È il partito dei radical chic. Quelli che parlano di diritti civili con tono moraleggiante ma che difficilmente hanno mai preso una metro affollata alle sei del mattino. Quelli che si emozionano per la transizione ecologica, purché non significhi chiudere il proprio SUV ibrido in garage. Una sinistra che ha fatto propria una retorica nobile, ma spesso percepita come lontana dai problemi concreti della maggioranza degli italiani.


La destra badogliana che vota PD

E non è finita. Una parte importante del sostegno al PD arriva da quella che potremmo chiamare la destra badogliana: l’Italia moderata, filo-atlantica, europeista, erede del centrismo democristiano e della tradizione governativa più che ideologica. Dirigenti d’azienda, burocrati di carriera, notabili locali che vedono nel PD la garanzia di stabilità istituzionale e di continuità con Bruxelles e Washington.

In altre parole: una sinistra che sopravvive grazie ai voti di una destra che non ha mai amato le avventure populiste, ma che preferisce un approccio tecnocratico e rassicurante.


Globalizzazione e teorie del complotto

Qui si innesta la parte più controversa del discorso. C’è chi sostiene che il PD sia il vero partito delle élite internazionali. Che i suoi dirigenti siano gli ambasciatori in Italia di strategie decise altrove, nei consessi globali come il Club Bilderberg, la Commissione Trilaterale o il Council on Foreign Relations.

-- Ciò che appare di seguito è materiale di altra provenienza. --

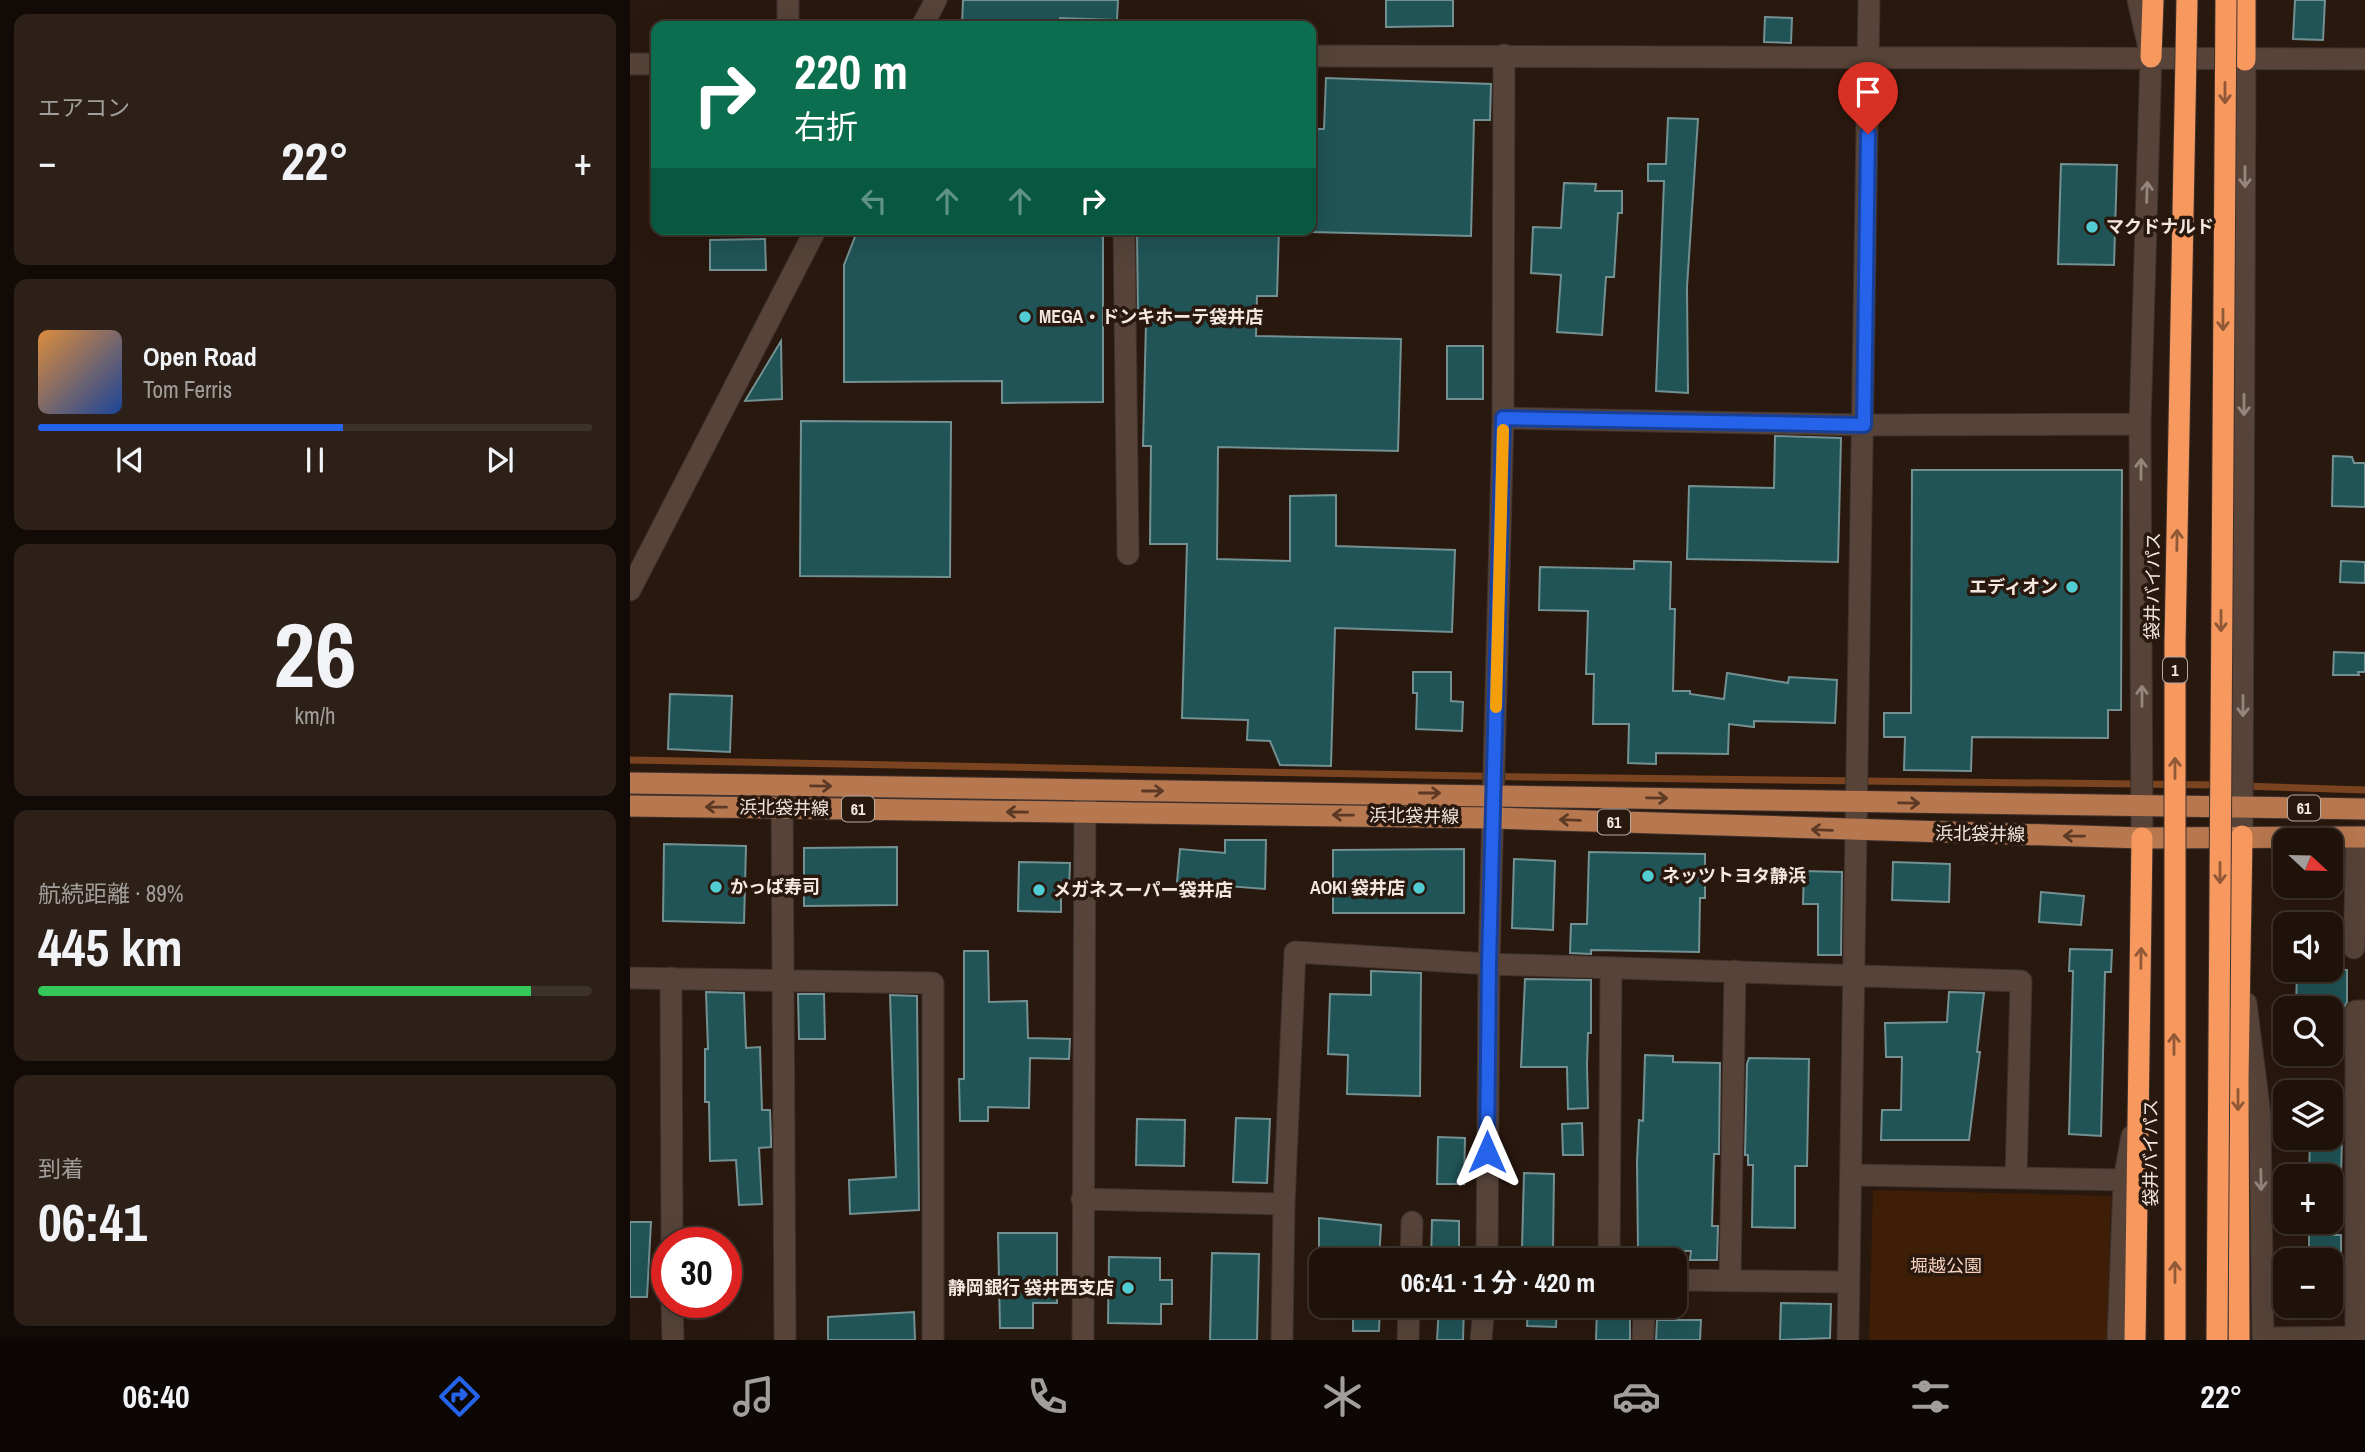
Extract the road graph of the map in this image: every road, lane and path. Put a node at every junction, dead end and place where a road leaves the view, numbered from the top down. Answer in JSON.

Ora, si può liquidare tutto questo come complottismo. E in parte lo è. Ma resta un dato politico: il PD è il partito più allineato al vincolo europeo e al patto atlantico. È il partito che difende l’Unione Europea, l’euro, la NATO, il multilateralismo. È il partito che, più di ogni altro, ha fatto della globalizzazione un dogma. Non serve credere ai complotti per riconoscere che il PD rappresenta il volto italiano di un mondo che non ha confini nazionali ma solo reti economiche e diplomatiche.


Un partito senza popolo?

E allora, la domanda finale è inevitabile: il Partito Democratico è ancora un partito popolare o è diventato un partito di élite? È l’erede della sinistra italiana o un partito liberal-borghese che parla il linguaggio delle classi medie istruite e dei manager cosmopoliti?

Il PCI nasceva nelle fabbriche. Il PD sopravvive nei loft gentrificati e nelle biblioteche universitarie. È la parabola di una sinistra che ha cambiato pelle, che forse ha guadagnato rispettabilità internazionale ma ha perso l’anima popolare.

Il rischio, oggi, è che le periferie non si fidino più, che il mondo del lavoro non si senta rappresentato, che i poveri non vedano alcuna differenza tra chi governa a destra e chi governa a sinistra.

E così resta l’interrogativo più bruciante: può un partito delle ZTL tornare a capire il Paese reale? O la sinistra italiana ha deciso, una volta per tutte, che il popolo non serve più?